OBA, the community website for the greater Orange Beach Area, noted Nov. 18 that Mobile-based John G. Walton Construction submitted the winning bid for the more than $10 million construction project.
In a memo to the city council prior to its Nov. 21 work session, City Engineer Mark Acreman recommended that the council accept the bid, OBA said.
Gulf Shores also will use part of a Federal Highway Administration (FHWA) grant of more than $14 million in the agency's Better Utilizing Investments to Leverage Development (BUILD) transportation program.
"The project will also provide intersection improvements along the route as well as access management to reduce vehicular accidents," Acreman's memo read. "The city was awarded the grant by the FHWA in November 2019 for capacity improvements to [Ala. 59]."

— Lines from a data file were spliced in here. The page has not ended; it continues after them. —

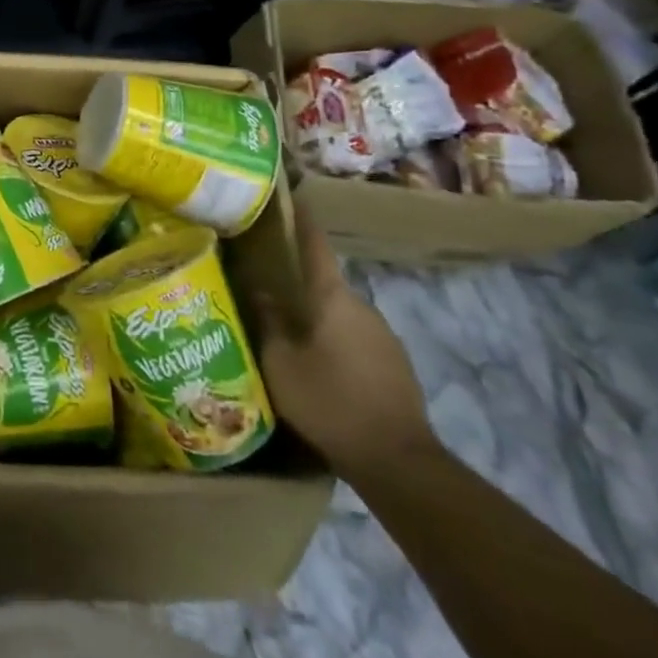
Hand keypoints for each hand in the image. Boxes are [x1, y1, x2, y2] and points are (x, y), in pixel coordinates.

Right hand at [249, 209, 436, 481]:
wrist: (398, 461)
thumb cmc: (329, 401)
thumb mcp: (279, 362)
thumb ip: (267, 321)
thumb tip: (258, 288)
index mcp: (332, 296)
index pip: (314, 243)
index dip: (300, 219)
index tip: (287, 196)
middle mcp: (362, 305)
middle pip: (324, 281)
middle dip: (296, 281)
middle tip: (263, 284)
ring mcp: (384, 336)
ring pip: (339, 313)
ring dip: (316, 317)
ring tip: (287, 331)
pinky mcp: (395, 364)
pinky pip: (355, 339)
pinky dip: (335, 342)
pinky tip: (318, 366)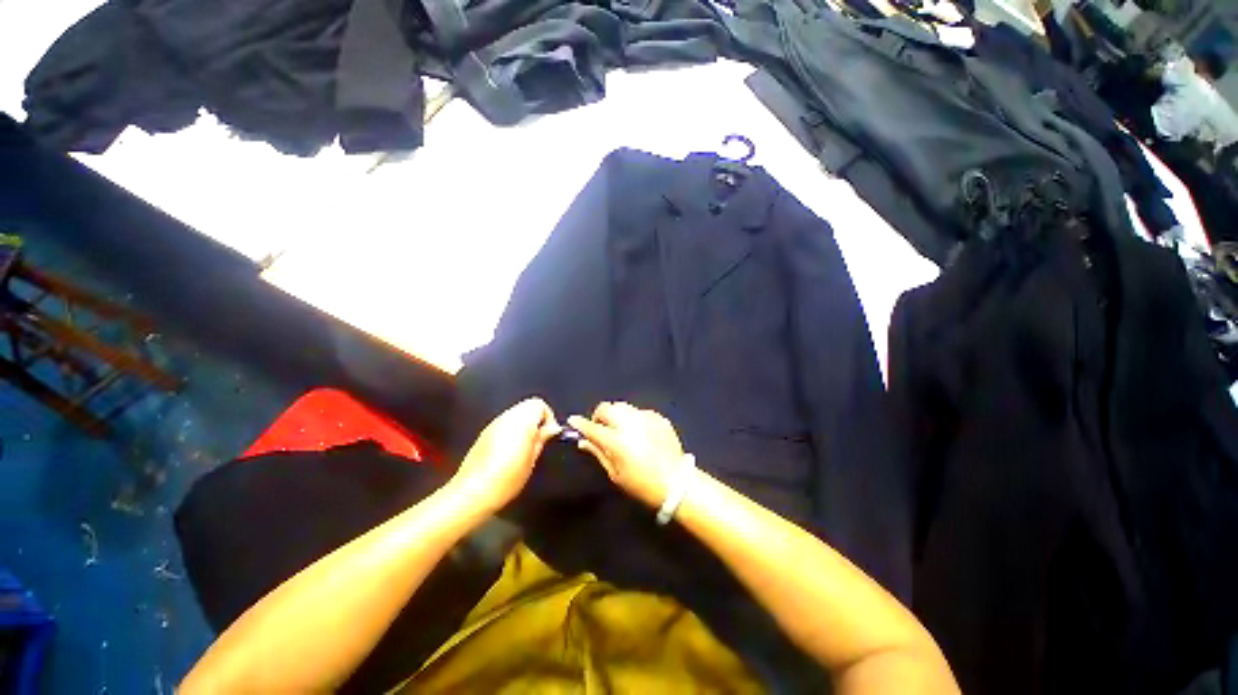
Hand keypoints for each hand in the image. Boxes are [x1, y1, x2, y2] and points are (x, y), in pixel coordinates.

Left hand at [452, 398, 560, 513]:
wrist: (473, 492)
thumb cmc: (507, 477)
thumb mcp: (532, 459)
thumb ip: (543, 438)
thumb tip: (553, 428)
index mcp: (521, 420)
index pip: (539, 404)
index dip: (548, 417)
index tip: (548, 435)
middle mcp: (506, 417)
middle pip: (527, 406)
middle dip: (536, 420)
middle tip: (538, 442)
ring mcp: (493, 424)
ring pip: (515, 414)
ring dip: (524, 425)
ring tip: (524, 449)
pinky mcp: (484, 433)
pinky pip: (504, 424)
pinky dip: (511, 431)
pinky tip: (509, 452)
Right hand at [568, 402, 687, 507]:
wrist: (677, 482)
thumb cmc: (642, 484)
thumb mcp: (616, 474)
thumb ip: (598, 453)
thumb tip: (583, 441)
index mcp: (617, 441)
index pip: (592, 427)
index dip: (580, 423)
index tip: (573, 421)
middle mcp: (630, 424)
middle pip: (607, 408)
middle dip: (600, 416)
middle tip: (602, 428)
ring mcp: (646, 418)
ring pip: (623, 406)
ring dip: (616, 415)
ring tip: (620, 429)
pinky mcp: (658, 417)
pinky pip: (639, 412)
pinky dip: (634, 419)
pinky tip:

He noted that the BUILD Grant also included funds to upgrade the access roadways to the city's Medical Village, along with a pedestrian bridge, and improvements to Baldwin County Road 6 West.
Construction is expected to begin in January on the widening of Ala. 59 in Gulf Shores, a project that is slated to take two years to complete, city officials told OBA. Simultaneously, the Alabama Department of Transportation (ALDOT) will add the third lane on the southbound side from the Target store to County Road 8.
"It is scheduled to start in mid-2023 and be completed with Phase 1," according to Acreman's memo. "The BUILD Grant will provide $6.4 million in funding for this [second] project. We have budgeted $5.3 million in matching costs in [our] FY 2023 [budget]. In addition, we will shortly advertise for utility relocation work for [Ala. 59] north of the Holmes Bridge."
The city is currently waiting for permits from the U.S. Army Corps of Engineers and the U.S. Coast Guard before it can begin constructing the pedestrian bridge over the Intracoastal Waterway at East Second Street, OBA noted.
McElhenney Construction, also from Mobile, has the contract to build the first two phases of the Medical Village access improvements, which includes a road from Cotton Creek Drive/County Road 4 to the freestanding emergency room and a traffic signal on Ala. 59 leading to the medical complex. The project's second phase will include a traffic signal at the Cotton Creek entrance.
In addition, last May, the Gulf Shores city council announced plans to spend almost $3 million to begin the process of building a new Justice Center at the Cotton Creek Drive entrance to the Medical Village.
"This new facility will combine the police department, jail and municipal courts under one roof," according to city documents. "[The project] will provide significant enhancements for the police department, providing a modern up-to-date facility that will adequately fulfill [its needs]."
OBA noted that the $3 million will come in the form of two contracts to prepare design, construction, and bid documents for the new center. One contract, for about $2 million, will go to Police Facility Design Group, a Kansas City, Mo., architectural firm, and a second for $910,000 to Mobile's Volkert Inc. to help with scheduling, design management, construction management and project coordination.